Yan Zhou; Chao Wang; Feiran Chen; Tingjuan Wang; Yaoyao Ni; Nan Yu; Baoyou Geng

doi:10.1016/j.jcis.2022.06.152

Scalable fabrication of NiCoMnO₄ yolk-shell microspheres with gradient oxygen vacancies for high-performance aqueous zinc ion batteries

J Colloid Interface Sci. 2022 Nov 15:626:314-323. doi: 10.1016/j.jcis.2022.06.152. Epub 2022 Jun 30.

Authors

Yan Zhou¹, Chao Wang¹, Feiran Chen¹, Tingjuan Wang¹, Yaoyao Ni¹, Nan Yu¹, Baoyou Geng²

Affiliations

¹ College of Chemistry and Materials Science, The Key Laboratory of Electrochemical Clean Energy of Anhui Higher Education Institutes, Anhui Provincial Engineering Laboratory for New-Energy Vehicle Battery Energy-Storage Materials, Anhui Normal University, Wuhu, 241002, China.
² College of Chemistry and Materials Science, The Key Laboratory of Electrochemical Clean Energy of Anhui Higher Education Institutes, Anhui Provincial Engineering Laboratory for New-Energy Vehicle Battery Energy-Storage Materials, Anhui Normal University, Wuhu, 241002, China; Institute of Energy, Hefei Comprehensive National Science Center (Anhui Energy Laboratory), China. Electronic address: bygeng@mail.ahnu.edu.cn.

PMID: 35792462
DOI: 10.1016/j.jcis.2022.06.152

Abstract

Defect regulation, which enables better charge transfer and capacity retention in manganese-based cathode materials, is the key to the development of rechargeable aqueous zinc-ion batteries. Herein, yolk-shell structured NiCoMnO₄-V_O with gradient oxygen vacancies are synthesized by spray pyrolysis and ammonia etching. The generation of the yolk-shell structures are regulated by the diffusion rate of ions in the atomized droplets during the nucleation process instead of adding template agent. In addition, the etching effect of ammonia gradually dissolves nickel oxide in the material from the surface to the interior, creating abounding gradient oxygen vacancies and thereby achieving more active sites for zinc storage and faster charge transfer.

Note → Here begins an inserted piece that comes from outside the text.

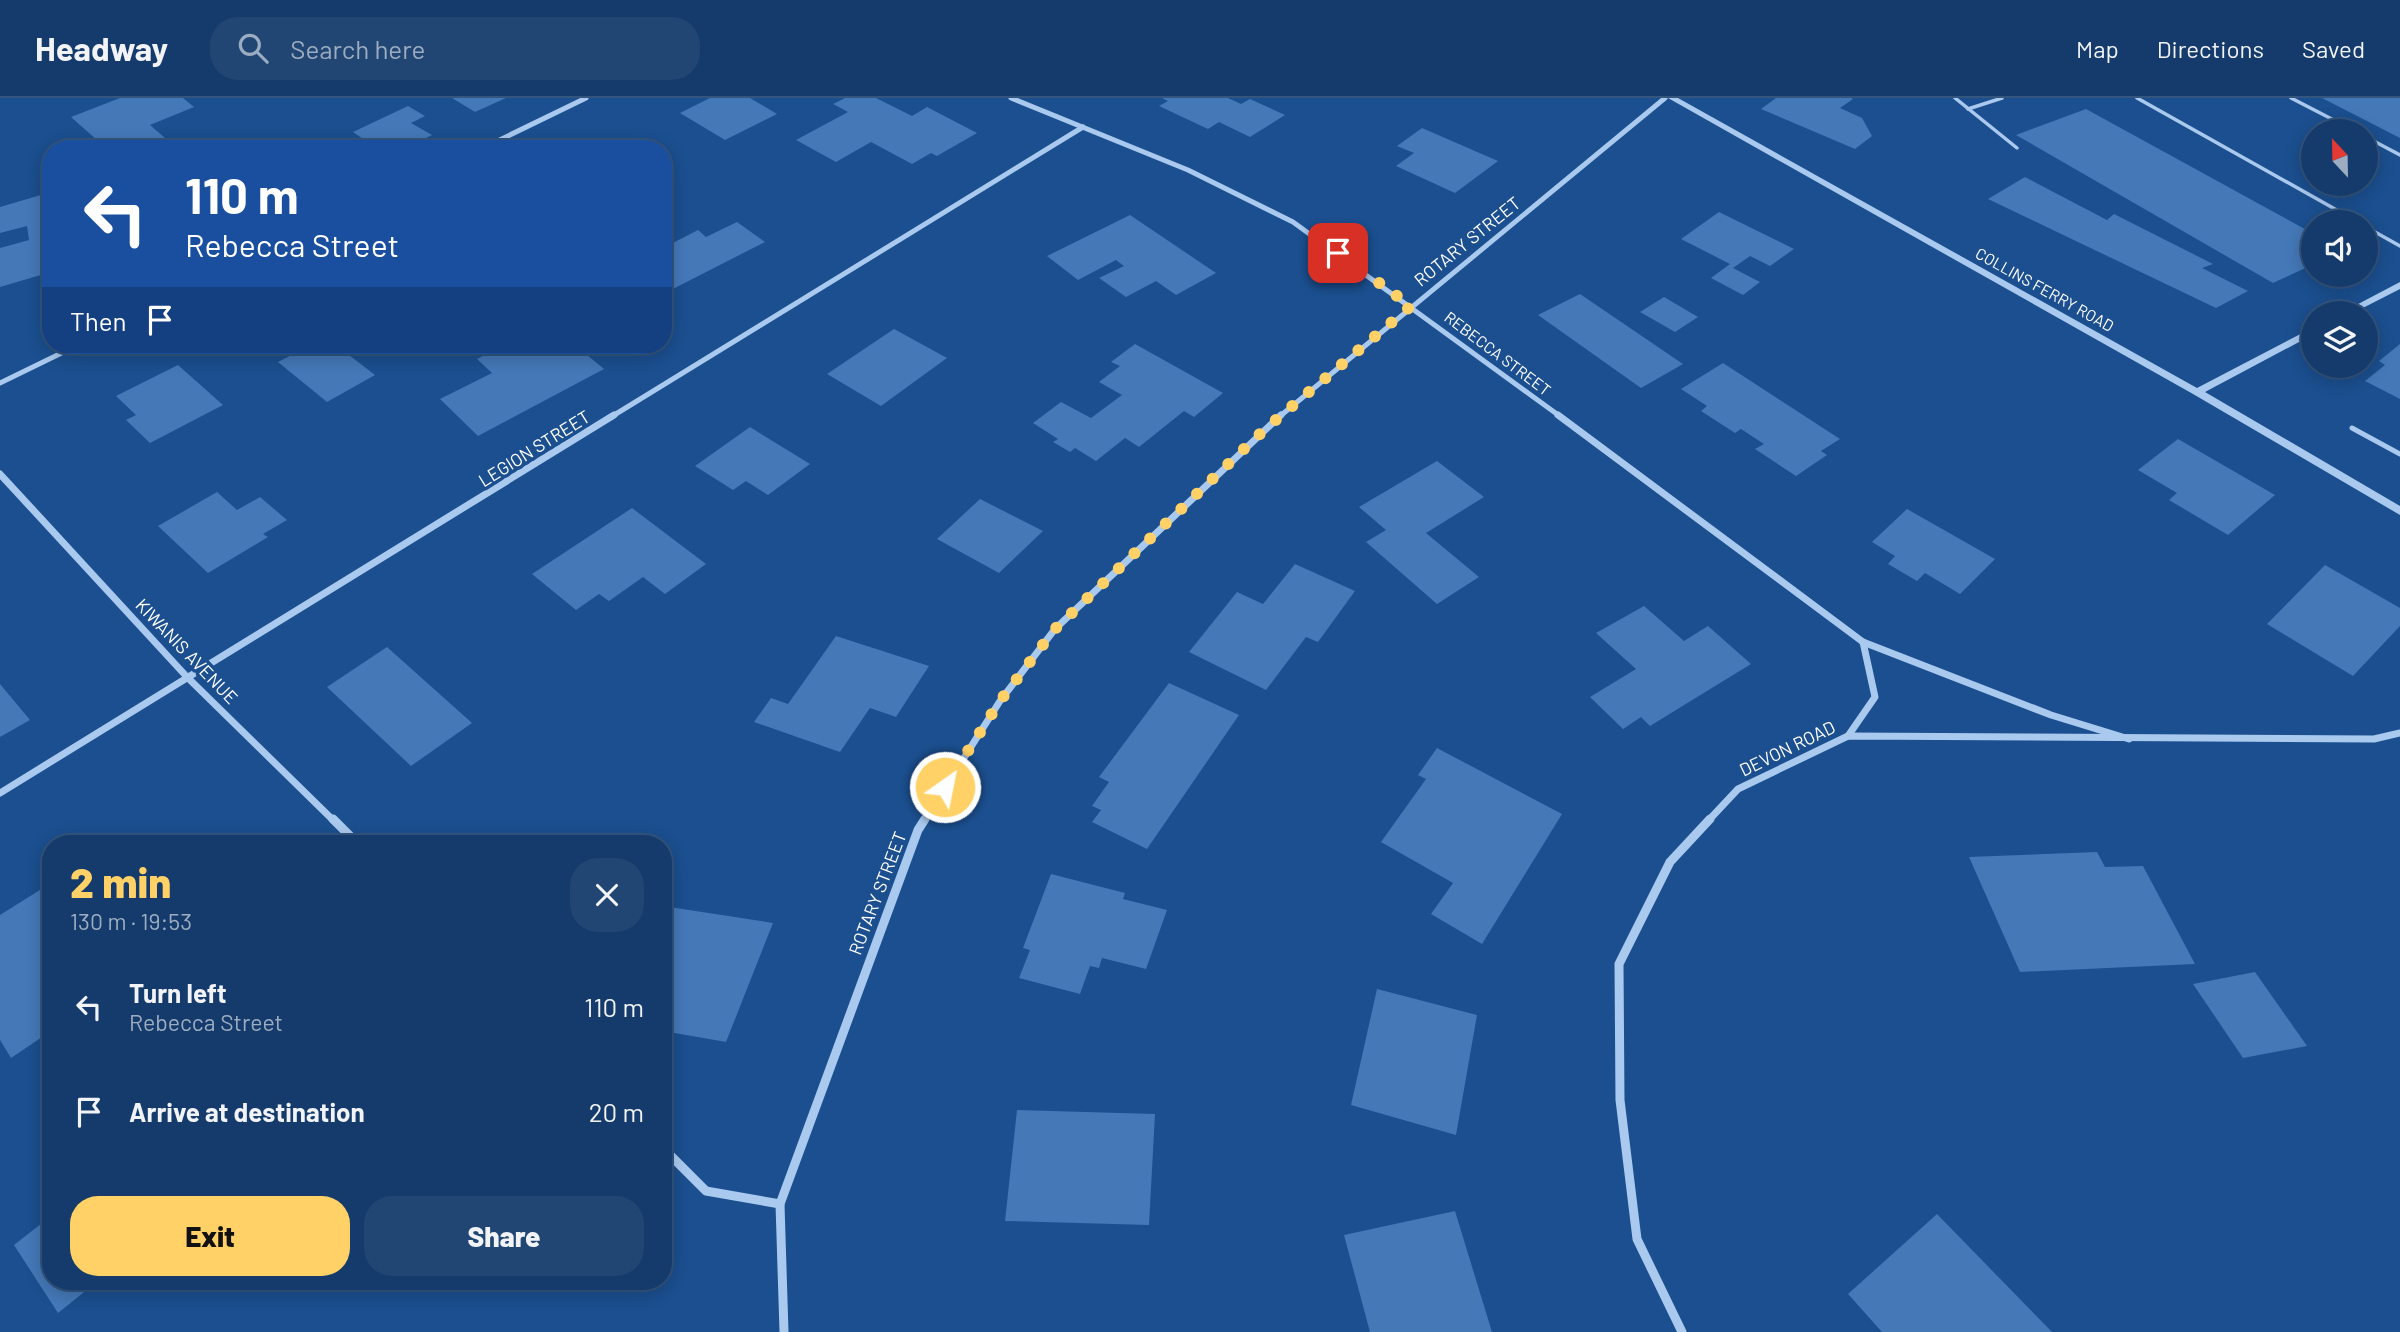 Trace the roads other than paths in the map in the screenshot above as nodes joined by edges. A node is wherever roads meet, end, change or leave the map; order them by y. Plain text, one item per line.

Therefore, the material exhibits superior electrochemical performances with initial discharge capacities of 277.9 mA h g^-1 at 0.2 A g^-1, and the long-term capacities retention rate is 89.3% after 2800 cycles at 5 A g^-1. Ex-situ XRD demonstrates NiCoMnO₄-V_O belongs to the embedding-extraction mechanism of H⁺ and Zn²⁺. In-situ optical microscopy reveals that the formation of zinc dendrites is suppressed to some extent.

Keywords: Aqueous Zinc ion battery; Gradient oxygen vacancy; NiCoMnO(4); Yolk-shell structure.